Corrupt files on s3, possibly because larger than 5Gb


#1

I’m storing encrypted backups on S3 provided by Dreamhost. Using rclone v1.39 from OS X.

Due to a change at their end, my data had to be moved to a new cluster. There were three files which could not be moved. Notably, these are the three largest single files I have, and the only ones larger than 5Gb.

Here’s what the last message from Dreamhost support said:

Our Cloud Engineers believe that those files are corrupted, most likely
from when they were first uploaded.

I’ve asked them for more detail on what they mean by “corrupted”, but it might take some time (Dreamhosts’ support isn’t the fastest) so I thought I’d post here to see if this might be a known rclone limitation or usage error.

Thanks.


#2

Dreamhost use CEPH to store files. This issue might be: https://tracker.ceph.com/issues/15886

When did you upload the files?

rclone uses the s3 SDK provided by amazon to upload files (and has done since early 2015) and I haven’t had any other reports of this. So I suspect this is something to do with CEPH or rclone’s interaction with it.

I tried uploading a 10G file to CEPH and downloading it again just now and all was well just as a sanity check!


#3

The files were uploaded in March of 2018.

This is beginning to look more like a problem with their migration tool than a problem with the upload. Downloading the files w/ rclone worked perfectly. (Don’t know why I didn’t try that first! Guess I trusted their claim that the files were corrupted.)

Meanwhile, the support team asked me for the md5 sums of those files (which was kinda tricky to compute, as they’re encrypted with a random nonce). I supplied those, and this was their response:

Hmm. Curious. Those md5sums don’t match the md5sums currently in the
US-West 1 cluster version of the bucket, but they do match what we get
when we download from the US-West 1 cluster to a Linux server. Since
these objects are greater than 5 GB, a multi-part upload would have been
required, so maybe the md5sums aren’t going to match and we can just
force the migration anyways, but we’re still working with our
DreamObjects engineers to verify that fact.

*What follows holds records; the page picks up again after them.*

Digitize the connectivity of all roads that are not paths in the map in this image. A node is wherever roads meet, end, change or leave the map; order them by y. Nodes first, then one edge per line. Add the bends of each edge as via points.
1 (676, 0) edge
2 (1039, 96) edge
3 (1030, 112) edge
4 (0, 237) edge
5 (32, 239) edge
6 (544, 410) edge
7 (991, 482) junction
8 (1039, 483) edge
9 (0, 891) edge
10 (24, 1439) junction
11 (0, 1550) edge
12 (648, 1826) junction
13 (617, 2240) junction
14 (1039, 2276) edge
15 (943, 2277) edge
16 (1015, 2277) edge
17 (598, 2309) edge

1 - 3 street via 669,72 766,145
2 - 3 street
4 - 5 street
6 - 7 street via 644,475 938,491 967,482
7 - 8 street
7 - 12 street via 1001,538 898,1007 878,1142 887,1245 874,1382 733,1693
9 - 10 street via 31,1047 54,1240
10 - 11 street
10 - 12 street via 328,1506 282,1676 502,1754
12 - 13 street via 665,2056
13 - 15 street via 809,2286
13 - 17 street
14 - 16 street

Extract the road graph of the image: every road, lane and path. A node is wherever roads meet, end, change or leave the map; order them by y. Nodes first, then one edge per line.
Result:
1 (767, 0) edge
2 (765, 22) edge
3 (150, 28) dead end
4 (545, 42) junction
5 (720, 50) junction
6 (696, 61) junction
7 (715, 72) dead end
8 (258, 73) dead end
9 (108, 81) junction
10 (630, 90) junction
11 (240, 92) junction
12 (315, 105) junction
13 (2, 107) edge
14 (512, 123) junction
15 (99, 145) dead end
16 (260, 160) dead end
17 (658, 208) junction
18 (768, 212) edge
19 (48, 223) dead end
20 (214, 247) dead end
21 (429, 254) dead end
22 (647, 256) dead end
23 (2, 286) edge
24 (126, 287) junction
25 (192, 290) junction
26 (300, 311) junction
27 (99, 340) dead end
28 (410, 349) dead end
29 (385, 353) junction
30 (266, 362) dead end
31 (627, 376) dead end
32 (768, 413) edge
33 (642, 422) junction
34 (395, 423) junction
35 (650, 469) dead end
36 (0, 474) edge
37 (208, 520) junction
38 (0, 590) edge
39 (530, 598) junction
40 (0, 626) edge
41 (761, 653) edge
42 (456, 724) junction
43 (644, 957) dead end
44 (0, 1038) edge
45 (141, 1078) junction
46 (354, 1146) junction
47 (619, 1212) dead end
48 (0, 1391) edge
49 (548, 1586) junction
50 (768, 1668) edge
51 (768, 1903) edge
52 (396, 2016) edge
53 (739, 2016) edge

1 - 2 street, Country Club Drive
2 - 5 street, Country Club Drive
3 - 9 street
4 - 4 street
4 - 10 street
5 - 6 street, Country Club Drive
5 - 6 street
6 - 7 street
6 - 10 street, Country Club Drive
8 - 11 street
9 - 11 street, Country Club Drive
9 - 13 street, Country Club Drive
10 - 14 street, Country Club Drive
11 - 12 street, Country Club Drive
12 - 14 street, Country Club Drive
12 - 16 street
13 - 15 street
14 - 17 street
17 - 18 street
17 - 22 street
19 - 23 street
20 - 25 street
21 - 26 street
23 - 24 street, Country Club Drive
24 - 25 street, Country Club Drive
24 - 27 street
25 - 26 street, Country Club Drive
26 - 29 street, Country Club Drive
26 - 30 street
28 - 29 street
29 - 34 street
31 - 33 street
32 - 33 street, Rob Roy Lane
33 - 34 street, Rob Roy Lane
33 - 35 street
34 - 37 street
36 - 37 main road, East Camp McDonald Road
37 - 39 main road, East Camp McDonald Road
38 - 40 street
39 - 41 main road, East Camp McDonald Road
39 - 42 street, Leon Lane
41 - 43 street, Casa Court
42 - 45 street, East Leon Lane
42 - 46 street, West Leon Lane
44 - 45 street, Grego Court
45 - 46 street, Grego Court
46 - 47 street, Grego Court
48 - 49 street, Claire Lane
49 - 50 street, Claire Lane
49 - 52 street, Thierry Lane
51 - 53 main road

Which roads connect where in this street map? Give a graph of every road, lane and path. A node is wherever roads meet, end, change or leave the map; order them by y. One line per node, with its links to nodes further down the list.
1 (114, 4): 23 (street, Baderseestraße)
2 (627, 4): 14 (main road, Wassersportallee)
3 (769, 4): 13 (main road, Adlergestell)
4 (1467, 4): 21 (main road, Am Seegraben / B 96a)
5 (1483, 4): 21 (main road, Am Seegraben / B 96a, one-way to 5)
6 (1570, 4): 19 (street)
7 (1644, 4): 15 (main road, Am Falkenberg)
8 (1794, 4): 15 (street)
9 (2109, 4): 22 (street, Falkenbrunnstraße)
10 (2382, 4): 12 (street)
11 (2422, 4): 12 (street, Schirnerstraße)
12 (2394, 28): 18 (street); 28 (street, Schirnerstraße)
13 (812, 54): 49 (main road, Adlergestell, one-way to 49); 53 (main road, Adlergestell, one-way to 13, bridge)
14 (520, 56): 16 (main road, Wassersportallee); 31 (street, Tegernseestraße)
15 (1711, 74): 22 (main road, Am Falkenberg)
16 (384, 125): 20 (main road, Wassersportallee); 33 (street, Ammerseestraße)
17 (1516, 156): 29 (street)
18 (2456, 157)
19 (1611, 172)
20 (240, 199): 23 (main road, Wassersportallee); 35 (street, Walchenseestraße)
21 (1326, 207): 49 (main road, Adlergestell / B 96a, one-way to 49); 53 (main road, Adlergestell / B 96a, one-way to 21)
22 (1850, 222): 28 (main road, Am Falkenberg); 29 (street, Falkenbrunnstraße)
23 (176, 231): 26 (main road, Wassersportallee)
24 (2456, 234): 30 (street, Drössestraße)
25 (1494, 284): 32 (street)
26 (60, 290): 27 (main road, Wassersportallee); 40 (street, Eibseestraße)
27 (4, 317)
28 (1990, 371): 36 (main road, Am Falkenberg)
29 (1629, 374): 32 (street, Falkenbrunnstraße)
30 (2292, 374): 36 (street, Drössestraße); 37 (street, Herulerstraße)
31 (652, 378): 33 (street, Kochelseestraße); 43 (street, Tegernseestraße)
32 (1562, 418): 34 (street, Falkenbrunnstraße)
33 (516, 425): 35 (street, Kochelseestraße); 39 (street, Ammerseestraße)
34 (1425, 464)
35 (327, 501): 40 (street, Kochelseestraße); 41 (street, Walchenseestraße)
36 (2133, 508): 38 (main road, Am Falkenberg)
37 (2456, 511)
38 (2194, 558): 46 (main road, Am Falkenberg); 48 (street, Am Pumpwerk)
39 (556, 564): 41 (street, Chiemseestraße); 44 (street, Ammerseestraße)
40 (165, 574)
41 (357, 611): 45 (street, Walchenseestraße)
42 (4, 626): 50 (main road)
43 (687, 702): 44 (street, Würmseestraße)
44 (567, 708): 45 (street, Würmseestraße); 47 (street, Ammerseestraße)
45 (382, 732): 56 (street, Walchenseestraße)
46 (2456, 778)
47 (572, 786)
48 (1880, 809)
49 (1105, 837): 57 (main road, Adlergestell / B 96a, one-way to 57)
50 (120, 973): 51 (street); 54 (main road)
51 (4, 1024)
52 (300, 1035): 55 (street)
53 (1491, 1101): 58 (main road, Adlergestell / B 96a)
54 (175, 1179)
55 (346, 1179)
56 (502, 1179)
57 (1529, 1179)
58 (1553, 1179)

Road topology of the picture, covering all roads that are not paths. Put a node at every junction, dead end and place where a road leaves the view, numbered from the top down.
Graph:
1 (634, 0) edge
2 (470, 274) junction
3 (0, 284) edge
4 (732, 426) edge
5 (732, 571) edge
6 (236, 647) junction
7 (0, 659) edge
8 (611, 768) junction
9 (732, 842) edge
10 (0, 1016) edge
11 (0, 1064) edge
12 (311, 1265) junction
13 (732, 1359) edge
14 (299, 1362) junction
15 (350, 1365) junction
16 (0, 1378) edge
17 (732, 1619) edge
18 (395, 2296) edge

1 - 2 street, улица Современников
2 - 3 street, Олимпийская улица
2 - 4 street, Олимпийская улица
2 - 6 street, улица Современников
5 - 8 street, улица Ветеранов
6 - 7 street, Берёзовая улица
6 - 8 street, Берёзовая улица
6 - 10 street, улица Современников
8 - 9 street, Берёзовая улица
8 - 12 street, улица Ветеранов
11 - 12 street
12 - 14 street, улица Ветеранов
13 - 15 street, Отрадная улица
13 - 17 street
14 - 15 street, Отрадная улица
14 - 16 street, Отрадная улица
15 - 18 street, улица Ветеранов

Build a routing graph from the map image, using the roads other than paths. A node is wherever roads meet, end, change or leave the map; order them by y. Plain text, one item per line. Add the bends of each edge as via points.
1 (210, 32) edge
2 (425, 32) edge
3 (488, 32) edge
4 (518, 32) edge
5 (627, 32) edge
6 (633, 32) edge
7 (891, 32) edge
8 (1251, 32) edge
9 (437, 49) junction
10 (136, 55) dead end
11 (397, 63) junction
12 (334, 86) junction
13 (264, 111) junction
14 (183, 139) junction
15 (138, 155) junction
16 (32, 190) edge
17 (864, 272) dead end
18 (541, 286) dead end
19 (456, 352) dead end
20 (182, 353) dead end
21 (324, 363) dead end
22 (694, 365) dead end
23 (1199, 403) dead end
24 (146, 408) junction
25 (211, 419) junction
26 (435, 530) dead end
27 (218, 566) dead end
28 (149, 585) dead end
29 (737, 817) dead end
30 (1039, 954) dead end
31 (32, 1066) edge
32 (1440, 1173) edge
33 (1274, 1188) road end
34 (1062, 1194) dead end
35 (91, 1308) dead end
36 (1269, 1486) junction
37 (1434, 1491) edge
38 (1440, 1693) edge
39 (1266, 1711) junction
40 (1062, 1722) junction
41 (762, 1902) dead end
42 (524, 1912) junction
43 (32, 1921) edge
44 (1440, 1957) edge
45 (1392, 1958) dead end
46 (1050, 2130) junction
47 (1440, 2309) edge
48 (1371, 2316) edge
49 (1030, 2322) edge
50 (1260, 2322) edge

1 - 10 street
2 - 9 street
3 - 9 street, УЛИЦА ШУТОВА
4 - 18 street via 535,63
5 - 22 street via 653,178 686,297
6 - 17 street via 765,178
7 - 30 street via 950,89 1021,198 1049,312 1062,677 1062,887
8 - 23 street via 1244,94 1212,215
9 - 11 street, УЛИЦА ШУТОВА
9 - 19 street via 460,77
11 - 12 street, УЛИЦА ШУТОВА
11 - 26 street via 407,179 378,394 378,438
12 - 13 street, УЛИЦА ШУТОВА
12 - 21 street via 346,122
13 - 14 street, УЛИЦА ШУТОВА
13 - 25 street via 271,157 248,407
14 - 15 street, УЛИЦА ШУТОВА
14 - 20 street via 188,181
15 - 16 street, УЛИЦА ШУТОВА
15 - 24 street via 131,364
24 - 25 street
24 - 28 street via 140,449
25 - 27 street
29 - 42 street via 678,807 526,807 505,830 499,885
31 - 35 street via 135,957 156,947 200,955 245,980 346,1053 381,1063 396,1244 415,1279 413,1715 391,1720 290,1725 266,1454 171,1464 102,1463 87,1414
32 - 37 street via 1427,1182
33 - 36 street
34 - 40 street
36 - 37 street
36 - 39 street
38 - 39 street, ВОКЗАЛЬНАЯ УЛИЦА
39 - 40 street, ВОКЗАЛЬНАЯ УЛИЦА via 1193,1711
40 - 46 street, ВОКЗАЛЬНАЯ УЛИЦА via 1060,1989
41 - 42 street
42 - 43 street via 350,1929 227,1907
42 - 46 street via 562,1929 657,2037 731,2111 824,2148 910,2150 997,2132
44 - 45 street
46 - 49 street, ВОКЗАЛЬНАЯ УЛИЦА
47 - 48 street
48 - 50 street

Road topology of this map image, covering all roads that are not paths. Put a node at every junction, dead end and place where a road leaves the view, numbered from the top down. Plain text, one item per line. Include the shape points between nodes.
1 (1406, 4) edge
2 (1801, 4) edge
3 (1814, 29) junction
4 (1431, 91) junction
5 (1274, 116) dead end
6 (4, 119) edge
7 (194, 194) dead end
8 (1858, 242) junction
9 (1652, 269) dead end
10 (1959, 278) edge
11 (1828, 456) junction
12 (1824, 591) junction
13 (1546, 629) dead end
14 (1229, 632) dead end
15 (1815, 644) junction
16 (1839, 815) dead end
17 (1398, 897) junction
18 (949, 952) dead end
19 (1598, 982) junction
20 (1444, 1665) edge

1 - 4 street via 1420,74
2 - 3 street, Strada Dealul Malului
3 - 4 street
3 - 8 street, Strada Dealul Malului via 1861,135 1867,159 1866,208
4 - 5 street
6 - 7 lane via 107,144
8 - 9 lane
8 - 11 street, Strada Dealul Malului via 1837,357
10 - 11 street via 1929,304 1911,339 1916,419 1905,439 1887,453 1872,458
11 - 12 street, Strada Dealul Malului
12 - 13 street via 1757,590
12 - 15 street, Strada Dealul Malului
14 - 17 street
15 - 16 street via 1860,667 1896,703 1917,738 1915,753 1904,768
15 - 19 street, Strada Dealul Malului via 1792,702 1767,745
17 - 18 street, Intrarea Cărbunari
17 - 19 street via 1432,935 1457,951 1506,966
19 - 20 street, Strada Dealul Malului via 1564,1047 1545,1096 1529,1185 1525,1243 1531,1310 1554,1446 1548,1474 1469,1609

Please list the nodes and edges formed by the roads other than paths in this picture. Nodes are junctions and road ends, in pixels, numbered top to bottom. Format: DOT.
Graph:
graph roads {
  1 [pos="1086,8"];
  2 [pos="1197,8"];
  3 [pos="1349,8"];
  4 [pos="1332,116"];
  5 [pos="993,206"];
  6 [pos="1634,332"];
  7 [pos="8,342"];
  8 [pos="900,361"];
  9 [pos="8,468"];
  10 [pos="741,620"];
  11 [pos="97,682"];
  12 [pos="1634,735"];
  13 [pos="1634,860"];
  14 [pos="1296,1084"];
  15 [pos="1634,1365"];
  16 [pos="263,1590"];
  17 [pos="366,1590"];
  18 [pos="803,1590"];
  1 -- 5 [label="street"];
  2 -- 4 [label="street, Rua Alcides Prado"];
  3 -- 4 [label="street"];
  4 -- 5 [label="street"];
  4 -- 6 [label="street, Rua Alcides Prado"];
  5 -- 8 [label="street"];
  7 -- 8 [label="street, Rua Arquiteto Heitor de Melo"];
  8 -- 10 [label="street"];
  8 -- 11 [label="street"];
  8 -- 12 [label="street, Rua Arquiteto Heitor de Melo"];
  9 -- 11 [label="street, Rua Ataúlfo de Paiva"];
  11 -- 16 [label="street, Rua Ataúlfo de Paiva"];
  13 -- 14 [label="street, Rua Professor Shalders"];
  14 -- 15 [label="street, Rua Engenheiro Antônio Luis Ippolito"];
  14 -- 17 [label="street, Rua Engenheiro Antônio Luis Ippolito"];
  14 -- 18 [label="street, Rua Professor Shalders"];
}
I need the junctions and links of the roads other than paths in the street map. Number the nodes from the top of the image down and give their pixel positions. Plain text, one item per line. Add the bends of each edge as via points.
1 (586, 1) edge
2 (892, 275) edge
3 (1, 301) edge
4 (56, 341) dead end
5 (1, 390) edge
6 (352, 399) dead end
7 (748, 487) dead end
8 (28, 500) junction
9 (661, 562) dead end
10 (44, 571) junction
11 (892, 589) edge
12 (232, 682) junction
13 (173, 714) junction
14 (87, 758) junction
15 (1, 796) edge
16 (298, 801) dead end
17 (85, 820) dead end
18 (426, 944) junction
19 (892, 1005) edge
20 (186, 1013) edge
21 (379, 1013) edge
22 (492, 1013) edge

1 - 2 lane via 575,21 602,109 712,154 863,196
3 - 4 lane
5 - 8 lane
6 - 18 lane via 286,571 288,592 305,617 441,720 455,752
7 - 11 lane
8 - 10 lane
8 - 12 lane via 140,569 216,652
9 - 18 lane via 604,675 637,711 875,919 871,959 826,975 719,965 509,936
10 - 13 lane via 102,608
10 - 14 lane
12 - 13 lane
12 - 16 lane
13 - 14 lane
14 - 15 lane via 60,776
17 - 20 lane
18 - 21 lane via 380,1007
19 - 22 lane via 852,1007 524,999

I don’t know what to make of “maybe the md5sums aren’t going to match”.

Thanks.


#4

Oh, that is good news :smiley:

s3 only keeps md5sums of single part uploads, so there isn’t really a canonical way of asking s3 for the md5sum of a large file. You can ask for the ETag which is an md5sum of md5sums of the parts but how you make that depends on how big the chunks are.

That might be what they are talking about.


#5

Update from Dreamhost:

Our DreamObjects engineers have finally been able to finish their
investigation into why those three objects were not migrated. But first a
brief discussion of terms. DreamObjects is built on Ceph which utilizes a
RADOS Gateway as the in/out access point for all data. Due to a various
assortment of RADOS Gateway bugs, the initial upload of those three
objects did not actually complete successfully, but the aforementioned
bugs combined in a unique way that caused Ceph to incorrectly catalog the
objects in the bucket index. Unfortunately due to those bugs, we are not
able to recover those objects.

So, it looks like rclone is off-the-hook.


#6

Thanks for the update. Dreamhost have been CEPH pioneers over the years so I guess an incident like this is possible. CEPH is now super reliable and powers a lot of object storage systems (eg Digital Ocean’s) so cross fingers this is ancient history.


#7

Well, unfortunately, the same files are failing on the new cluster.

The support team’s not-very-encouraging email:

I’m getting inconsistent results when verifying those new uploads.

“inconsistent results”?

Not confidence-inspiring.


#8

No :frowning: I hope they resolve it.